Content starts

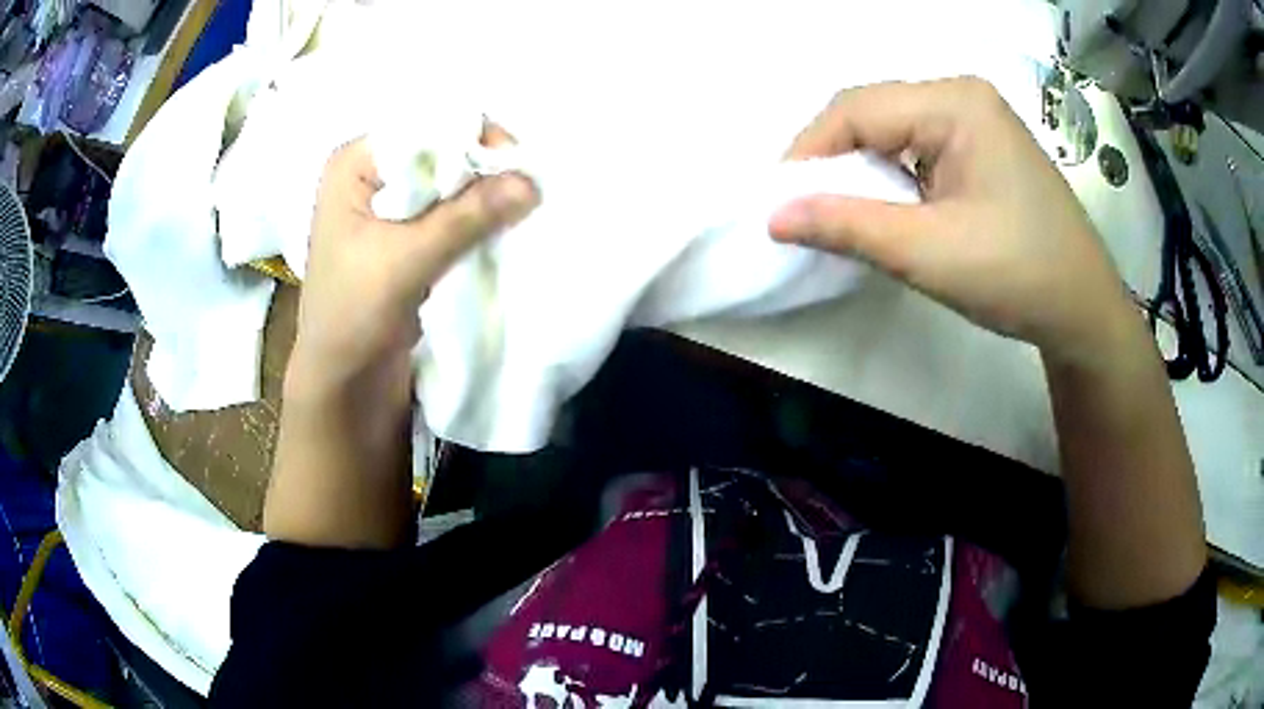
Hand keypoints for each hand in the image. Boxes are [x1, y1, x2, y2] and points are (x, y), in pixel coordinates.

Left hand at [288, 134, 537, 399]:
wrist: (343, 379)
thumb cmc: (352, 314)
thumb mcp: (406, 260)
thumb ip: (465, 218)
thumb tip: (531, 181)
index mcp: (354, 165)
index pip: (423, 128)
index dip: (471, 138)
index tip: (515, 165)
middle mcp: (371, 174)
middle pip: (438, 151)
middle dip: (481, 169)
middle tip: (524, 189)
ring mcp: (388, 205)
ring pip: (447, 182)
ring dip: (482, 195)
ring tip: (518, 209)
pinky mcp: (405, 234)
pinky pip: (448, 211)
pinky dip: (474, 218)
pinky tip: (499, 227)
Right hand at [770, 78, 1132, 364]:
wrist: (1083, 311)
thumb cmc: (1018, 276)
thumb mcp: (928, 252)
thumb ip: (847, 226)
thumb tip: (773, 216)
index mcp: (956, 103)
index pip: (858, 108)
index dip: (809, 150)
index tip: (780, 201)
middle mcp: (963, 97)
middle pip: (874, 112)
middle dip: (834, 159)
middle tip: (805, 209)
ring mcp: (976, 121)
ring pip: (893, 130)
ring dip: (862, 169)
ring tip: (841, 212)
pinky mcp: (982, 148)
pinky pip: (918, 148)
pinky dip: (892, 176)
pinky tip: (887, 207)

Content ends
Content starts

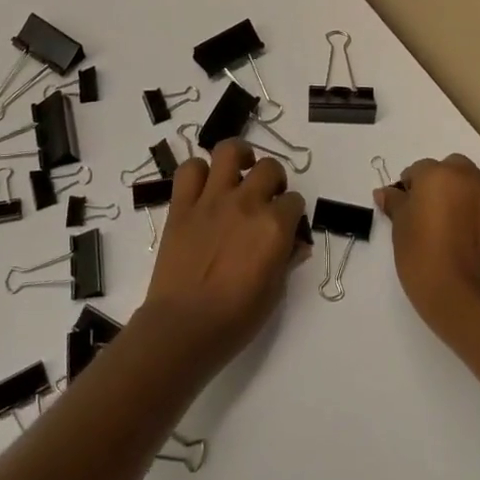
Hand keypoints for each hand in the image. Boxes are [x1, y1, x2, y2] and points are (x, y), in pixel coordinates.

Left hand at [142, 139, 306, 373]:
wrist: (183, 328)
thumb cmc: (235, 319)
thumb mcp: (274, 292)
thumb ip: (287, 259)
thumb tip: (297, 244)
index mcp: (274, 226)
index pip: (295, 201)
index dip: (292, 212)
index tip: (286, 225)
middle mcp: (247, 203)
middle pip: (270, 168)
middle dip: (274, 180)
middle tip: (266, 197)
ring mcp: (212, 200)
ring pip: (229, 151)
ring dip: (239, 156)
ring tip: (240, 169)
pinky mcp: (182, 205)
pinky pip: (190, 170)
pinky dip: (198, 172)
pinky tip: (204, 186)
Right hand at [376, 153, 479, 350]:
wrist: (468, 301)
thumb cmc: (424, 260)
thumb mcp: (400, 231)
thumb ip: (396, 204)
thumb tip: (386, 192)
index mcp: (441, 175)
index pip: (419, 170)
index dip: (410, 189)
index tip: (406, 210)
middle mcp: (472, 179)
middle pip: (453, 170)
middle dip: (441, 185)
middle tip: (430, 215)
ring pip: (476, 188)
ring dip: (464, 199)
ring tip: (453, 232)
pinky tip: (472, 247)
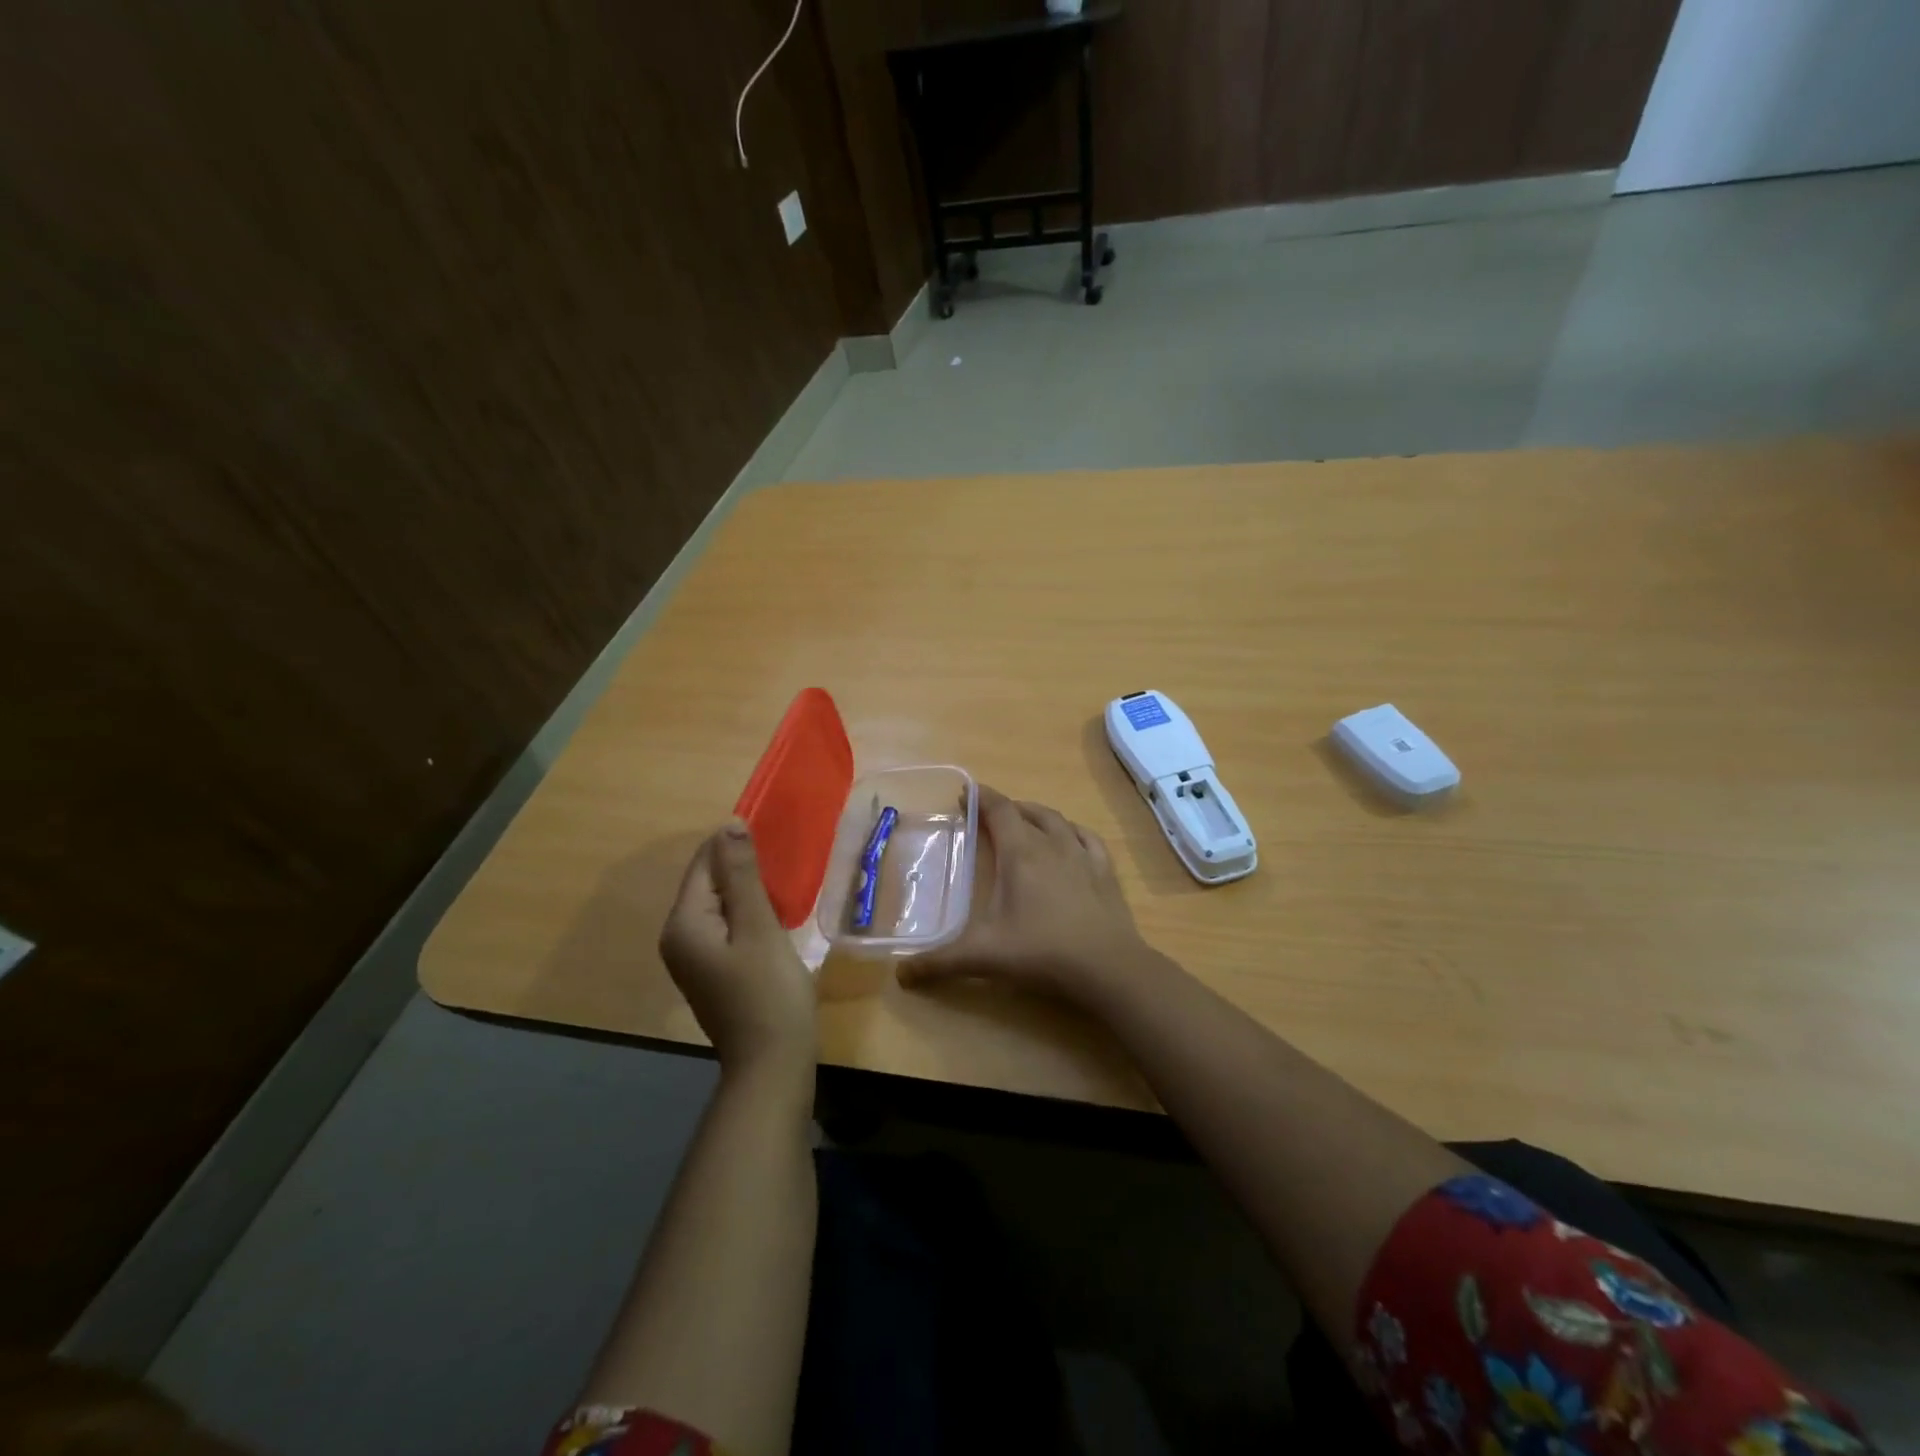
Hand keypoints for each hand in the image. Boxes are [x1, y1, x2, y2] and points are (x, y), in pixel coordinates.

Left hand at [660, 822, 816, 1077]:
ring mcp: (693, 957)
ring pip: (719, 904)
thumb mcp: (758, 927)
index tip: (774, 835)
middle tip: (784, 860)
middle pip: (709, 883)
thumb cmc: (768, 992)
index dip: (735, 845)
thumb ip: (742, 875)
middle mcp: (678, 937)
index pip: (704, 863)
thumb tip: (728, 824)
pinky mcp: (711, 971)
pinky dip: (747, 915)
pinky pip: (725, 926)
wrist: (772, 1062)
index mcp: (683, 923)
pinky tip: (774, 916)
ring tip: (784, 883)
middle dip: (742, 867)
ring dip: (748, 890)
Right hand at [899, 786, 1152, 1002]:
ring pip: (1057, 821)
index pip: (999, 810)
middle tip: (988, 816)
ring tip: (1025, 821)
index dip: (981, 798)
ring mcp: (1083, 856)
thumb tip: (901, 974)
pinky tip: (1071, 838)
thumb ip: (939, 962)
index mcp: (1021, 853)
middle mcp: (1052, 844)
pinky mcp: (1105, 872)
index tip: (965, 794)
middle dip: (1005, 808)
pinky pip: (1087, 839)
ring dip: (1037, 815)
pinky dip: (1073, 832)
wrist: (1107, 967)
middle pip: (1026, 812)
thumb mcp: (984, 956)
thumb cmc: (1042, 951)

Content ends
Content starts

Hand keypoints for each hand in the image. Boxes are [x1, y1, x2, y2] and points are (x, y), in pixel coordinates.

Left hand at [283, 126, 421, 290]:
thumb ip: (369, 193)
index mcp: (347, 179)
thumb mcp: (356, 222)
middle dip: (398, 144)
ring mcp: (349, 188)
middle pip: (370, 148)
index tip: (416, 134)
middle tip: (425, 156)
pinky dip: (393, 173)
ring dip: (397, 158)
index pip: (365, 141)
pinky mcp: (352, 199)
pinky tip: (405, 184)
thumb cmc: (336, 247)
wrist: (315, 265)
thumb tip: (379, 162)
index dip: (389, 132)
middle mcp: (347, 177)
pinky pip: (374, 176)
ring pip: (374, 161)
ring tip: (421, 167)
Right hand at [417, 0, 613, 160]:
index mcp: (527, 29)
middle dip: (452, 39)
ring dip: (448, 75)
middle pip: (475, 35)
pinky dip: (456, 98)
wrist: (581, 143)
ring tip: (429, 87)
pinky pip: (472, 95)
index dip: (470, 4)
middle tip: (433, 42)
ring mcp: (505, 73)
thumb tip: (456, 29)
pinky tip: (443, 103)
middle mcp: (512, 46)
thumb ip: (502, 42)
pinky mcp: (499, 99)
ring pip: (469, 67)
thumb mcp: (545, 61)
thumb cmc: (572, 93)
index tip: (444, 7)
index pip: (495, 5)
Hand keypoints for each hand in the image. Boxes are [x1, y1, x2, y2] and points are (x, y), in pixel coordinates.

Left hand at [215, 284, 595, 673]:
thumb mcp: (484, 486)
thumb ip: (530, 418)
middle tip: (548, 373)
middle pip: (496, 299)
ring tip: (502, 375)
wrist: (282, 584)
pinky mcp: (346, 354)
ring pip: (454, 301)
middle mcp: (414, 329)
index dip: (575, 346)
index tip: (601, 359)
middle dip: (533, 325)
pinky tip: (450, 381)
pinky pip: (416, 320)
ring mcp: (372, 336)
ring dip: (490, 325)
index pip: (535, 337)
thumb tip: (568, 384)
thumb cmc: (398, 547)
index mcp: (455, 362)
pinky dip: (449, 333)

Content ends

TASK REQUIREMENTS | The entries above hold the needed span. Transcribe exactly the lines from the one with "ring dip: (862, 169)" to the one with "pinky tip: (887, 207)", both included.

COMPLETED TASK |
ring dip: (862, 169)
ring tip: (841, 212)
pinky mcp: (982, 148)
pinky pip: (918, 148)
pinky dip: (892, 176)
pinky tip: (887, 207)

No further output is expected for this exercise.